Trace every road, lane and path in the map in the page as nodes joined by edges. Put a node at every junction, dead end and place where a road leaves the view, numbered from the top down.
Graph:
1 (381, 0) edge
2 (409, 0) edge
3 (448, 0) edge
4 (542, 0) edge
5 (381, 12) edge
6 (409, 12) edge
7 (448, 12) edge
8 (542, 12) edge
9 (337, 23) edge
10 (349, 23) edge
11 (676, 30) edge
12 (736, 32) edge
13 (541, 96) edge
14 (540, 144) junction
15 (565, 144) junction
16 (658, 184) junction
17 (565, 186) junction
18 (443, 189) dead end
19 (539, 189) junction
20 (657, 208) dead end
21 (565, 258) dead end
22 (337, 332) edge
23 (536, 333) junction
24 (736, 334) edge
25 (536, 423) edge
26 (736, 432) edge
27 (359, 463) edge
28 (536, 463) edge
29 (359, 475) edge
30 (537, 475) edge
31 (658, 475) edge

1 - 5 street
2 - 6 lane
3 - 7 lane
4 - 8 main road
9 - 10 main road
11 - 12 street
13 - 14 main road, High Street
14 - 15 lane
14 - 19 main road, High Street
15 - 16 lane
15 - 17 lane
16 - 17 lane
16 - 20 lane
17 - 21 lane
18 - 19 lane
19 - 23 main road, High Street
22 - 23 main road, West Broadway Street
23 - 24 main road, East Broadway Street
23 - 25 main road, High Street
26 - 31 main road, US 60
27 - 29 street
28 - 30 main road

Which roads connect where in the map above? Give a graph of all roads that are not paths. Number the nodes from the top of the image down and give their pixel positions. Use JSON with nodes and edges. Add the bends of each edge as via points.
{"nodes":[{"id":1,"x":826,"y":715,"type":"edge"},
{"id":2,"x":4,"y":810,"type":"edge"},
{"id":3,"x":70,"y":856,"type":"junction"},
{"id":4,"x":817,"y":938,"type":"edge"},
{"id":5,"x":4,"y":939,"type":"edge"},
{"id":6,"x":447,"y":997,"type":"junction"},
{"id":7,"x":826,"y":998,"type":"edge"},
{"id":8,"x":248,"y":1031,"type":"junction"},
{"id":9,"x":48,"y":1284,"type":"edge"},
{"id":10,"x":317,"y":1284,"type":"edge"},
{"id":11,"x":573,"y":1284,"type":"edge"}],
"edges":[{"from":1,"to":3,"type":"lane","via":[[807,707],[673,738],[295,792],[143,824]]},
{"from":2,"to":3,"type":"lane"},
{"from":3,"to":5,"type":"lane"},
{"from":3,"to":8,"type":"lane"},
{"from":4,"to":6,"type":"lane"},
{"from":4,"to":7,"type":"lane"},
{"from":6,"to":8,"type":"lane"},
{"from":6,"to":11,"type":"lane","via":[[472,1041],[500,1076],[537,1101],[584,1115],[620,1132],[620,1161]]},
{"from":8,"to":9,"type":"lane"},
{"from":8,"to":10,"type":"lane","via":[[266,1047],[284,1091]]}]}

▶ AIM OF THE TASK: Return the whole listing, keeping every line exactly as it is.

▶ RESPONSE BELOW:
Trace every road, lane and path in the map in the page as nodes joined by edges. Put a node at every junction, dead end and place where a road leaves the view, numbered from the top down.
Graph:
1 (381, 0) edge
2 (409, 0) edge
3 (448, 0) edge
4 (542, 0) edge
5 (381, 12) edge
6 (409, 12) edge
7 (448, 12) edge
8 (542, 12) edge
9 (337, 23) edge
10 (349, 23) edge
11 (676, 30) edge
12 (736, 32) edge
13 (541, 96) edge
14 (540, 144) junction
15 (565, 144) junction
16 (658, 184) junction
17 (565, 186) junction
18 (443, 189) dead end
19 (539, 189) junction
20 (657, 208) dead end
21 (565, 258) dead end
22 (337, 332) edge
23 (536, 333) junction
24 (736, 334) edge
25 (536, 423) edge
26 (736, 432) edge
27 (359, 463) edge
28 (536, 463) edge
29 (359, 475) edge
30 (537, 475) edge
31 (658, 475) edge

1 - 5 street
2 - 6 lane
3 - 7 lane
4 - 8 main road
9 - 10 main road
11 - 12 street
13 - 14 main road, High Street
14 - 15 lane
14 - 19 main road, High Street
15 - 16 lane
15 - 17 lane
16 - 17 lane
16 - 20 lane
17 - 21 lane
18 - 19 lane
19 - 23 main road, High Street
22 - 23 main road, West Broadway Street
23 - 24 main road, East Broadway Street
23 - 25 main road, High Street
26 - 31 main road, US 60
27 - 29 street
28 - 30 main road

Which roads connect where in the map above? Give a graph of all roads that are not paths. Number the nodes from the top of the image down and give their pixel positions. Use JSON with nodes and edges. Add the bends of each edge as via points.
{"nodes":[{"id":1,"x":826,"y":715,"type":"edge"},
{"id":2,"x":4,"y":810,"type":"edge"},
{"id":3,"x":70,"y":856,"type":"junction"},
{"id":4,"x":817,"y":938,"type":"edge"},
{"id":5,"x":4,"y":939,"type":"edge"},
{"id":6,"x":447,"y":997,"type":"junction"},
{"id":7,"x":826,"y":998,"type":"edge"},
{"id":8,"x":248,"y":1031,"type":"junction"},
{"id":9,"x":48,"y":1284,"type":"edge"},
{"id":10,"x":317,"y":1284,"type":"edge"},
{"id":11,"x":573,"y":1284,"type":"edge"}],
"edges":[{"from":1,"to":3,"type":"lane","via":[[807,707],[673,738],[295,792],[143,824]]},
{"from":2,"to":3,"type":"lane"},
{"from":3,"to":5,"type":"lane"},
{"from":3,"to":8,"type":"lane"},
{"from":4,"to":6,"type":"lane"},
{"from":4,"to":7,"type":"lane"},
{"from":6,"to":8,"type":"lane"},
{"from":6,"to":11,"type":"lane","via":[[472,1041],[500,1076],[537,1101],[584,1115],[620,1132],[620,1161]]},
{"from":8,"to":9,"type":"lane"},
{"from":8,"to":10,"type":"lane","via":[[266,1047],[284,1091]]}]}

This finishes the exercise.